「林さん、2005年のロマネコンティで安く出せるのが1本あるのですがいかが
ですか」と時々ワインを買っているお店からオファーがありました。「ビンにちょっ
と傷があり、ラベルが傷んでいるので安くお出しできるだけで、中身には影響があり
ません」ということです。

 「ふーむ、いくらなのかな」と少しはワイン通に見えるように尋ねると、「たった
の65万円です」と彼はおっしゃる。「なんてことだ、聞かなければよかった」と心
の中の動揺を見透かされないように「6500円なら考えたんだけどなあ」と冗談で
その場を離れました。

 ロマネ・コンティの年間生産量は不調な年で4千本、順調な年で7千本、平均で7
千本しか出荷されない貴重なワインです。

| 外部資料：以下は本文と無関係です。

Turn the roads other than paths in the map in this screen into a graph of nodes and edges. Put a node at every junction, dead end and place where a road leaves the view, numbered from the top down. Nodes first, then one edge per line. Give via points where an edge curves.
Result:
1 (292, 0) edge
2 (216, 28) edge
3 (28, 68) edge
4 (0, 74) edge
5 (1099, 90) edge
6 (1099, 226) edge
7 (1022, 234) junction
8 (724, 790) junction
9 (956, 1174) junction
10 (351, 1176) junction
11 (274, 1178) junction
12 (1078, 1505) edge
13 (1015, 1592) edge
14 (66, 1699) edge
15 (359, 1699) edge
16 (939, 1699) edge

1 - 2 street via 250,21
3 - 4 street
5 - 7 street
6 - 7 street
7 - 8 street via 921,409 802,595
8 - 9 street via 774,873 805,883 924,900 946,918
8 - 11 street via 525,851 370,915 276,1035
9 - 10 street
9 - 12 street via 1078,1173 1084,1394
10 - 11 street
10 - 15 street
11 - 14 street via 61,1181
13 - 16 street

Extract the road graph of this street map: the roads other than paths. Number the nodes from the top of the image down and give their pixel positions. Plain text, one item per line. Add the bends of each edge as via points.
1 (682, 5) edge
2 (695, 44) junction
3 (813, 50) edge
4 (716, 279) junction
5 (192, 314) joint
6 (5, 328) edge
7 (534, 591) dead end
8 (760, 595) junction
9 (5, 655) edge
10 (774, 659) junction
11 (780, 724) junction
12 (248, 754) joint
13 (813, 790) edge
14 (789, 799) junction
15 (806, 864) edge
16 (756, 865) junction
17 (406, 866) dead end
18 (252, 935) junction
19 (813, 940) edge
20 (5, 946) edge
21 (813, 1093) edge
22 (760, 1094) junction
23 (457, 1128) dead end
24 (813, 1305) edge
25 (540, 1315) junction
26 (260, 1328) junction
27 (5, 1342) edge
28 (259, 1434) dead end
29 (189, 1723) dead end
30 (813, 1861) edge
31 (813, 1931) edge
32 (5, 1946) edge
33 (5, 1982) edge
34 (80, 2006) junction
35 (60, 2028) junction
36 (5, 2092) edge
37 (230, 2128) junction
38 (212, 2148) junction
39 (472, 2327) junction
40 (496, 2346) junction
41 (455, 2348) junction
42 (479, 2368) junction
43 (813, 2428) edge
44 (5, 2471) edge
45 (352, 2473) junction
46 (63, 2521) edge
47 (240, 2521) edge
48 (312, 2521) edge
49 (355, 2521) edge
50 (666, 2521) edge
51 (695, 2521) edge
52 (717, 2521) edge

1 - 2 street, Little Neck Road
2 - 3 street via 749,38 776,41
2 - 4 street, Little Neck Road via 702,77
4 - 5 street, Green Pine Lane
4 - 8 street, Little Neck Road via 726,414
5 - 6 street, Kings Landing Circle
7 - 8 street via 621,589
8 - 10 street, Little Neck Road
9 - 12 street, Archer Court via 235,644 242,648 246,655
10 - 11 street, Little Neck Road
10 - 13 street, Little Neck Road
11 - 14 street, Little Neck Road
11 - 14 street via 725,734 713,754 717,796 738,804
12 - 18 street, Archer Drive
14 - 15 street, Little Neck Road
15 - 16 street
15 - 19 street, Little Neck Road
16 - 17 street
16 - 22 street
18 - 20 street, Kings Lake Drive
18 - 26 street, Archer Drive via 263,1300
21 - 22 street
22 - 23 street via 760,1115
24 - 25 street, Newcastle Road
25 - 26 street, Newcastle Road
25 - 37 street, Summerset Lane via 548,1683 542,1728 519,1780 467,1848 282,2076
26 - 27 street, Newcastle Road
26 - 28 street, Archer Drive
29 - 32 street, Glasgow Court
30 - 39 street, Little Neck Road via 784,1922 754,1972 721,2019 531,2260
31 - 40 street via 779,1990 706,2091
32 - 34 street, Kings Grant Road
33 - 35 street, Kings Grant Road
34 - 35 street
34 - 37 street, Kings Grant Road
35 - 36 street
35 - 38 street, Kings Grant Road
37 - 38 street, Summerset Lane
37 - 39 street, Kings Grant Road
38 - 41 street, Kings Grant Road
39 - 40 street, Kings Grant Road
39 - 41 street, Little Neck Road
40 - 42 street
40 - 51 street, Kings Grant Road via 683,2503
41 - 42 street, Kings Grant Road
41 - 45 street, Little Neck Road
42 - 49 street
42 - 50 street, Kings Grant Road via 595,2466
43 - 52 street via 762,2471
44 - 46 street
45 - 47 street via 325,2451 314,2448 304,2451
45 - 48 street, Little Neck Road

しかも2005年物は1本100万円を軽
く超えるようです。

 ワインの瓶の一般的サイズは750mlです。

 仮に、ロマネ・コンティが100万円とすると7.5mlで1万円。ロマネ・コン
ティにふさわしい大ぶりのワイングラスが200ml入るとすると、グラスの下のほ
うにへばりついたわずかな赤い液体が1万円ということになります。ワインはまずは
「観て味わい」次に「香りで味わい」最後に「飲んで味わう」と言いますが、目鼻口
よりも頭で「一口8万円」とかの計算ばかりして味がわからないこのワイン、果たし
でこれが正義の値段なのか、いや絶対に不正義なのでしょう。